È molto difficile individuare tutte le problematiche a priori. 

L’unica strada conoscitiva rimane quella del “fare”, iniziare, provare e correggere la rotta strada facendo.

Centomila persone che formano il “mercato parallelo” possono vivere geograficamente sparpagliate e continuare a fare la loro vita.

Vivono il gruppo solo per la soddisfazione dei loro bisogni e in parte per una certa affinità.

Per esempio, centomila persone sono in grado di finanziarsi un centro medico come si deve, nel quale non si aspettano sei mesi per fare una tac ma solo due o tre giorni al massimo, e a prezzi contenuti.

Se io produco frutta, mi preoccupo di far avere al “mercato parallelo” il migliore rapporto qualità/prezzo.

Perché?

Perché non mi devo preoccupare della caldaia del riscaldamento che si è bloccata a casa, perché un altro del gruppo se ne sta occupando.

Questi sono solo accenni a un qualcosa che deve essere discusso e “provato” empiricamente per indirizzare la sua potenziale enorme crescita nel migliore dei modi.

Però è e resta un tentativo, un germe di soluzione, è sempre un’azione che certamente potrebbe avere degli sviluppi interessanti con delle conseguenze difficilmente valutabili in fase progettuale.

Lamentarsi, accusare e basta è molto peggiore!

Anche la sterile critica senza sperimentazione è altrettanto priva di senso.

Il concetto di base è che il sistema ci tiene tutti invischiati perennemente sotto ricatto. Cambiarlo dall’interno o combatterlo è impossibile e inutile. 

Non ha alcun senso isolarsi in piccoli gruppi che potranno garantire solo miseria e facili bersagli.

Creiamone un altro a latere con la convinzione del perché lo facciamo. 

Non è difficile.

Questa è solo un’ipotesi. So bene che i “campioni della critica” non mancheranno. Quello che m’interessa è che altri, molti altri, trovino interessante sperimentare questa possibilità. 

È un’operazione semplice che non comporta rischi, ma solo vantaggi. 

Basta cominciare poco a poco con alcuni beni, altri seguiranno via via come un organismo che cresce gradualmente fino a strutturarsi in un’organizzazione pienamente funzionante.

Un embrione di questo sistema esiste già e lo stiamo sperimentando con successo, via via che i benefici diventano evidenti i partecipanti prendono fiducia e si entusiasmano e il sistema cresce in beni ed aderenti.

 

6) CONCLUSIONE

Il problema è solo individuale e ognuno deve fare un grande sforzo per potersi elevare al livello minimo necessario per avviare una comprensione del perché esiste in questo pianeta con questo corpo.

È un fatto di conoscenza.

La conoscenza tende a mutarsi in consapevolezza quando un’intelligenza utilizza sincronicamente se stessa, le proprie intuizioni, le proprie informazioni, la propria esperienza, in modo assolutamente coerente con il principio (il Punto Zero) che ha causato quella specifica individualità, con riferimento allo scopo ontico di ogni individuo: amare, conoscere e costruire se stesso. 
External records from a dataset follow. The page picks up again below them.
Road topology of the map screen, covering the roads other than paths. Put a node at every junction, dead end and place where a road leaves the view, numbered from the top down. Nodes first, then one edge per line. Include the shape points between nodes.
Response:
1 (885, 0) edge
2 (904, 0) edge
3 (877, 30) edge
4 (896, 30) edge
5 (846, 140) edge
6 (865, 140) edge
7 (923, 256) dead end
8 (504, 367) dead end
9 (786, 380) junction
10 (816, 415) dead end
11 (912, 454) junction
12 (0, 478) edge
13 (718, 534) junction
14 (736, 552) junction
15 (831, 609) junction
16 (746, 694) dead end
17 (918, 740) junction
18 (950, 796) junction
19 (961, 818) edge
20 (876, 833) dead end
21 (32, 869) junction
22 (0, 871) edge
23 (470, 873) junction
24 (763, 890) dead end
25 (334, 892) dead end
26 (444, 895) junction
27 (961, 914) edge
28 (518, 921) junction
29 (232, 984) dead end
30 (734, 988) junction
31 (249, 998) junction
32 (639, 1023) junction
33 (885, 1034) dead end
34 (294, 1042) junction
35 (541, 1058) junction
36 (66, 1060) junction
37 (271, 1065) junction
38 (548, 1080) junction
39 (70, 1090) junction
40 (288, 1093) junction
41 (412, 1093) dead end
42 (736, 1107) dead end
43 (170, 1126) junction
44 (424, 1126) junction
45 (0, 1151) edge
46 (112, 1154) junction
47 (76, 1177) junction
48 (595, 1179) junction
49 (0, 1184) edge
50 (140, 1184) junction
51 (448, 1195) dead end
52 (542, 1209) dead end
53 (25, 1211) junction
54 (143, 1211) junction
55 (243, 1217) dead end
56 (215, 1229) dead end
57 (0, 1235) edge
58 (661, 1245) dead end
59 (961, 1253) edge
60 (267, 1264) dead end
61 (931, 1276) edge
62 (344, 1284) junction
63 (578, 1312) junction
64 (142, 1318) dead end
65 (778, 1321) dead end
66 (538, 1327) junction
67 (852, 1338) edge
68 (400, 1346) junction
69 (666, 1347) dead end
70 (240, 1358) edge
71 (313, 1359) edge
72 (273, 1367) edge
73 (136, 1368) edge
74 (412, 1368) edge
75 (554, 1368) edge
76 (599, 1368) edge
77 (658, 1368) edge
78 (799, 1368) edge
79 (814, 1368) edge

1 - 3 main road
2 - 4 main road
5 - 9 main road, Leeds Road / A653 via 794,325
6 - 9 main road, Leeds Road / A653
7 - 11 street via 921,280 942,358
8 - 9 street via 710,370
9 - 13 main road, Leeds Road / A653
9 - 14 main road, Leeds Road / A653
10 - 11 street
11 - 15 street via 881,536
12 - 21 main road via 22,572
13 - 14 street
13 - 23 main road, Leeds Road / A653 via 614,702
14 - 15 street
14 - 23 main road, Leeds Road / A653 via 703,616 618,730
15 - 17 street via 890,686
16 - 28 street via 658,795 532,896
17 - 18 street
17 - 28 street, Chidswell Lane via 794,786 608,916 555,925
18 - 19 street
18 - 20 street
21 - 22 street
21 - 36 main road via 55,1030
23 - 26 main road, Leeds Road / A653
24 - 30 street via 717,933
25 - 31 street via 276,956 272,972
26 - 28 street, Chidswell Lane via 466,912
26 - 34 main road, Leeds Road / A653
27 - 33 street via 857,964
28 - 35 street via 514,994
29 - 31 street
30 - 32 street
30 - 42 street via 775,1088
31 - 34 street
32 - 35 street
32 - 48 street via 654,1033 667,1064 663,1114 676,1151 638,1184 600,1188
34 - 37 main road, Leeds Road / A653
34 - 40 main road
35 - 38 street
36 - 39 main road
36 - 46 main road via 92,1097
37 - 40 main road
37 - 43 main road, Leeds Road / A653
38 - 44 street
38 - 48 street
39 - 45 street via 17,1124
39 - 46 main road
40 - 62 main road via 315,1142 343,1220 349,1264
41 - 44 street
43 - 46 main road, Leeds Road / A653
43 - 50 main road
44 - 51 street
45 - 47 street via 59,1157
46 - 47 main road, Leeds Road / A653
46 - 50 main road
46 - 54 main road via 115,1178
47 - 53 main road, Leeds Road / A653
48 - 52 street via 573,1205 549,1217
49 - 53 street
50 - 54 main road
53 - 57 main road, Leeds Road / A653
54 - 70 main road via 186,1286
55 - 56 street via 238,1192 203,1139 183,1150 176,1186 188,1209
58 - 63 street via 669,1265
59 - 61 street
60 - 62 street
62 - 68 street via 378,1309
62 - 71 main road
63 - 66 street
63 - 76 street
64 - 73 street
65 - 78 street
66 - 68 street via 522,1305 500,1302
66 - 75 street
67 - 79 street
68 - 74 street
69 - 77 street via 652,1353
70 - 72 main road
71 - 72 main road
Se ognuno non abbraccia l’Essere, cioè non inizia il proprio percorso personalissimo di crescita interiore, proprio come ha fatto lo psichiatra Theo, saremo sempre tutti vittime di un dominio che, ripeto, non considero ingiusto e cattivo ma semplicemente inevitabile e necessario per dare ulteriori scosse a tante coscienze che vagano senza méta, confuse, passive, assopite e annoiate di se stesse.

L’unico pericolo è che l’intensità delle scosse aumenterà sempre di più.